Return only those lines of the records below in which "that" appears.

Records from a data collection
.....
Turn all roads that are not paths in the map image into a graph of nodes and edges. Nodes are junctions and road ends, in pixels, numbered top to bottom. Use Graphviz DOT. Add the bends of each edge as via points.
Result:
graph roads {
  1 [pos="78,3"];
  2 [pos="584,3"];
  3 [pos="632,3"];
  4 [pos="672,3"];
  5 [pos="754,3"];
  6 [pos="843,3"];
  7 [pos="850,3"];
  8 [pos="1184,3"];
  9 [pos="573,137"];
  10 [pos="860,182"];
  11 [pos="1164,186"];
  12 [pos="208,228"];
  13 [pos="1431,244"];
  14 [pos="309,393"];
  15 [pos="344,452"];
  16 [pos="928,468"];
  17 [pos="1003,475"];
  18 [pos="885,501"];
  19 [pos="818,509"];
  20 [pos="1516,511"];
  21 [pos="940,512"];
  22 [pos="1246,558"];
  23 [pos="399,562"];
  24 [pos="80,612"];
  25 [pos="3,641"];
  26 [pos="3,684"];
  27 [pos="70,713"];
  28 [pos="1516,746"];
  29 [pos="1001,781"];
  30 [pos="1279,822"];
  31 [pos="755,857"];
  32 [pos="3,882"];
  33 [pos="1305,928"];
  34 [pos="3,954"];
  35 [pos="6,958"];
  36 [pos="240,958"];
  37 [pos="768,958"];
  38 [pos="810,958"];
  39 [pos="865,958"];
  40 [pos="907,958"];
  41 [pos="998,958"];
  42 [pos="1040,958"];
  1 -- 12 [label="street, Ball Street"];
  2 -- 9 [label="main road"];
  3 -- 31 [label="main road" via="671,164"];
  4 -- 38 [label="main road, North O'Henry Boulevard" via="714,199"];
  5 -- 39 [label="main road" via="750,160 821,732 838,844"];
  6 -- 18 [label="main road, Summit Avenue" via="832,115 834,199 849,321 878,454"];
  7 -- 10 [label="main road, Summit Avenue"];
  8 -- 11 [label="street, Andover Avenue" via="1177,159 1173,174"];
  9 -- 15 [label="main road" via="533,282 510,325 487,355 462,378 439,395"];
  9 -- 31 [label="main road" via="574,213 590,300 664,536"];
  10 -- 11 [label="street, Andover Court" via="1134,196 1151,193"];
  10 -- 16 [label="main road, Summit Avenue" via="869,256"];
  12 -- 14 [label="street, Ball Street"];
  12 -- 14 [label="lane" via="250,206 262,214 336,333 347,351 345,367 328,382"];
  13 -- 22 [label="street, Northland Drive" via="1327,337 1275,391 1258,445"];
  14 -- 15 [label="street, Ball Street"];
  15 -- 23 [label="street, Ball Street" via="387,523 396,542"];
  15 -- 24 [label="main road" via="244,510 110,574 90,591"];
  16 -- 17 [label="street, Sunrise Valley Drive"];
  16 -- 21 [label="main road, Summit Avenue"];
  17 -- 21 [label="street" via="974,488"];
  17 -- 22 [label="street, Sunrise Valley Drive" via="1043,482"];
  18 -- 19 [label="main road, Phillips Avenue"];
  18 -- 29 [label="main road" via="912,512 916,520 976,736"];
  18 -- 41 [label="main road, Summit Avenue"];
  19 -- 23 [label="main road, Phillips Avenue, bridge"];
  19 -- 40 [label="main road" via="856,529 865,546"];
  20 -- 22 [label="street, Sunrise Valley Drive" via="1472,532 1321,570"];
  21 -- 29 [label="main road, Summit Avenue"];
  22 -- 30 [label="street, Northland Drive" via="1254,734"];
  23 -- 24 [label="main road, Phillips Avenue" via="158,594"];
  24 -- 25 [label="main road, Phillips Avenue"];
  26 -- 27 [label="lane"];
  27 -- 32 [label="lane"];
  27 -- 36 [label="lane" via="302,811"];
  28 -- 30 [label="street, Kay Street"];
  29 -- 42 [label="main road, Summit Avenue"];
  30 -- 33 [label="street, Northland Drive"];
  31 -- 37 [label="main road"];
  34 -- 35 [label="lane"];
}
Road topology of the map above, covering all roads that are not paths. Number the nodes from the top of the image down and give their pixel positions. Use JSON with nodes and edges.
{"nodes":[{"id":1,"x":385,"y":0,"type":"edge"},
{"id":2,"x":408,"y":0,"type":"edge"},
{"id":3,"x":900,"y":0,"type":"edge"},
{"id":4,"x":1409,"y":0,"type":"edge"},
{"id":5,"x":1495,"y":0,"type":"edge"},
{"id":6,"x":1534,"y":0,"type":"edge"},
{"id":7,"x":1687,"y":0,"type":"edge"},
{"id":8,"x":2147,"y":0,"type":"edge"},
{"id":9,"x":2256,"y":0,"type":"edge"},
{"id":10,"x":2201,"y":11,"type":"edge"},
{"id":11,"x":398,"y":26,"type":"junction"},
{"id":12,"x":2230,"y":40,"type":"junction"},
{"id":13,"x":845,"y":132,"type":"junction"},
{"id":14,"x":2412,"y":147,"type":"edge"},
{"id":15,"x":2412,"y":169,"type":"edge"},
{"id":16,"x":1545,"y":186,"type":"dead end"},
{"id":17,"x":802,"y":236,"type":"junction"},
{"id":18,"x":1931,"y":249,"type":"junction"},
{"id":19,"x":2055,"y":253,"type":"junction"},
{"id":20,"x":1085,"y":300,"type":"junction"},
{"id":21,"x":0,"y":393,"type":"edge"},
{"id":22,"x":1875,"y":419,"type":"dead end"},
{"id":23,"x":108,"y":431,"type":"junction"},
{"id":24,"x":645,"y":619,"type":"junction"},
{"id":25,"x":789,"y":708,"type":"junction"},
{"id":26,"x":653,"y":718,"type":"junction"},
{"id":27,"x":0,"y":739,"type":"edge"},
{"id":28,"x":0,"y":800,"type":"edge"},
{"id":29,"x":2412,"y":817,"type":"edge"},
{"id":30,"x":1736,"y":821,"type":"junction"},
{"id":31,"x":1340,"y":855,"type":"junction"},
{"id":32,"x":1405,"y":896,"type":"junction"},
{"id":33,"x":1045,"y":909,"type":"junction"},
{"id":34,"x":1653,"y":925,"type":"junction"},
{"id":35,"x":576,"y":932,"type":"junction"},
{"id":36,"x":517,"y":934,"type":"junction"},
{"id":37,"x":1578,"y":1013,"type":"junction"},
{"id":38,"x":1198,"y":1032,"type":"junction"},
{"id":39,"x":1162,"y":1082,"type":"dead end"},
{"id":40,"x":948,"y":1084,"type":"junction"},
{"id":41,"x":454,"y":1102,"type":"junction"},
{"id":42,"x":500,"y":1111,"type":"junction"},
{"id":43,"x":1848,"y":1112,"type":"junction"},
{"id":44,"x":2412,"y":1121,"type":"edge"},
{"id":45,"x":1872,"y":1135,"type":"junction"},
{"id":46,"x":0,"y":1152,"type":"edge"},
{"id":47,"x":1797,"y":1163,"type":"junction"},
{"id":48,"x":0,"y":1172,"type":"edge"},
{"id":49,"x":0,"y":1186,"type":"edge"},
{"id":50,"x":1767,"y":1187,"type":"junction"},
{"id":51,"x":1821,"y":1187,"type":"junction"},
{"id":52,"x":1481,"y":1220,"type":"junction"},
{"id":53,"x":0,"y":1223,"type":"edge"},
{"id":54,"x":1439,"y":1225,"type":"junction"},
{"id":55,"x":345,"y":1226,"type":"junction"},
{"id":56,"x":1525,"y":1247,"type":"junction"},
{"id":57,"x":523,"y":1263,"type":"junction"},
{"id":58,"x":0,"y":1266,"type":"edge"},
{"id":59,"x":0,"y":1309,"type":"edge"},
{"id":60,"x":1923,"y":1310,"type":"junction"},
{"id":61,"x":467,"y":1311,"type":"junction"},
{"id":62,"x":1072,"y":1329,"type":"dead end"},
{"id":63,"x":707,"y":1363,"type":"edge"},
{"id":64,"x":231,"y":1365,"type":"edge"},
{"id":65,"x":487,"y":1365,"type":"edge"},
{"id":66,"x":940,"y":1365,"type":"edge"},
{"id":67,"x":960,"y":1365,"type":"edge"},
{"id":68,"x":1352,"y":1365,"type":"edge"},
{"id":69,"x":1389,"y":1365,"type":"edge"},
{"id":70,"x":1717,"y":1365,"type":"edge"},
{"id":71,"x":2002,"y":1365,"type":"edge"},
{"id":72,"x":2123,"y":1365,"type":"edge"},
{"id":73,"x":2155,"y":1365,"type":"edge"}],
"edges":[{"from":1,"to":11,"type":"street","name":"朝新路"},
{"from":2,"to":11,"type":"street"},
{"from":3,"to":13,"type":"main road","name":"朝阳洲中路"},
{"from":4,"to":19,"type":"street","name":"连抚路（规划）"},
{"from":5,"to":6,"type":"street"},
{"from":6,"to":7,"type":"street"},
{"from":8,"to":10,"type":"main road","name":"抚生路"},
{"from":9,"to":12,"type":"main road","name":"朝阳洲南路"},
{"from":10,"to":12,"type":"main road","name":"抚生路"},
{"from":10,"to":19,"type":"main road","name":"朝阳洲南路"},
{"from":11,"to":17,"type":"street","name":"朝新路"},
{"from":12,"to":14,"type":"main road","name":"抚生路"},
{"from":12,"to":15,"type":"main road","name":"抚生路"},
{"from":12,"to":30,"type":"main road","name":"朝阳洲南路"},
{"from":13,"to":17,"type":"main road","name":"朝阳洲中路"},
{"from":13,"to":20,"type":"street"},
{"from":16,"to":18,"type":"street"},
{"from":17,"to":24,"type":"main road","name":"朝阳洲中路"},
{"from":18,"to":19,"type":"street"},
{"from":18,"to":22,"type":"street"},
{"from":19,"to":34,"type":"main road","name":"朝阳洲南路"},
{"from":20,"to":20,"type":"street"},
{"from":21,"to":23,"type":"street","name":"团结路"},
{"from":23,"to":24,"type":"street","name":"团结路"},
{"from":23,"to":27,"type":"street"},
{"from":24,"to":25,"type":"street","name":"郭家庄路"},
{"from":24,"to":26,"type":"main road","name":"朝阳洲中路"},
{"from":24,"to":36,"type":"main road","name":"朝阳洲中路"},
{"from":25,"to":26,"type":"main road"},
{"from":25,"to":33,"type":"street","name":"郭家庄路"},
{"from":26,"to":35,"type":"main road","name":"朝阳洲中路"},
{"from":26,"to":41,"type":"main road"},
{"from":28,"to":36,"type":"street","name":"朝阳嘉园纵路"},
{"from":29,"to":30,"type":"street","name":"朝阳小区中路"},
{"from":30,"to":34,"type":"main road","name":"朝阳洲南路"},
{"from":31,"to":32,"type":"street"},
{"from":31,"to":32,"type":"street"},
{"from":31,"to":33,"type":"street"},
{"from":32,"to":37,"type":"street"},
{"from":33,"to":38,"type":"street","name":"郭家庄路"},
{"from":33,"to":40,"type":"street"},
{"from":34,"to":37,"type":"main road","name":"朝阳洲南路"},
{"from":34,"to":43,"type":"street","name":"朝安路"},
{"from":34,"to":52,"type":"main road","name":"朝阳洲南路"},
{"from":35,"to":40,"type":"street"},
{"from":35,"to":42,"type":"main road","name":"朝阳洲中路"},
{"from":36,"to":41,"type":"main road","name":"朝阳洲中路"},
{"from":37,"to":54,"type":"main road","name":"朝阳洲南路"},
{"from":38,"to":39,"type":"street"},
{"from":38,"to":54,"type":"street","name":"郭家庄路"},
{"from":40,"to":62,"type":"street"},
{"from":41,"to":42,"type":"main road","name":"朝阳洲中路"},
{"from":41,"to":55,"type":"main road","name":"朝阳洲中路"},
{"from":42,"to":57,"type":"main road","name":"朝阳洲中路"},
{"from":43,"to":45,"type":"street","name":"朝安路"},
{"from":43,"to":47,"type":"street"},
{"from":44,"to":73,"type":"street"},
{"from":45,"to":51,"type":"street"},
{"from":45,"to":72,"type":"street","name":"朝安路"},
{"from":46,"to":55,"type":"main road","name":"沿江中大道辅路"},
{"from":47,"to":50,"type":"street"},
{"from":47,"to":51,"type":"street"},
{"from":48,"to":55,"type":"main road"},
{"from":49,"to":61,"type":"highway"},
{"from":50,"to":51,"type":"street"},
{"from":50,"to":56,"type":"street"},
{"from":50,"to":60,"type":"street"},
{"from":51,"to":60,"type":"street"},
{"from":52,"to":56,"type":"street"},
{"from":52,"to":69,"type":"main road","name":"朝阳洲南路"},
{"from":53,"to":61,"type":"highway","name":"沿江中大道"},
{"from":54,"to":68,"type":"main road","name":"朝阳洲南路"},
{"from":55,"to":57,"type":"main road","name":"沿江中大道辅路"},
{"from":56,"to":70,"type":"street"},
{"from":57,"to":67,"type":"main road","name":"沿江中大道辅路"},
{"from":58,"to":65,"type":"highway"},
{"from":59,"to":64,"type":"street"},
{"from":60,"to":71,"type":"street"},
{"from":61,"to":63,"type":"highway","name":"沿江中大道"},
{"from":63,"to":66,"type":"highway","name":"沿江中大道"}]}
.....
▶ [Exercise response]:
Turn all roads that are not paths in the map image into a graph of nodes and edges. Nodes are junctions and road ends, in pixels, numbered top to bottom. Use Graphviz DOT. Add the bends of each edge as via points.
Road topology of the map above, covering all roads that are not paths. Number the nodes from the top of the image down and give their pixel positions. Use JSON with nodes and edges.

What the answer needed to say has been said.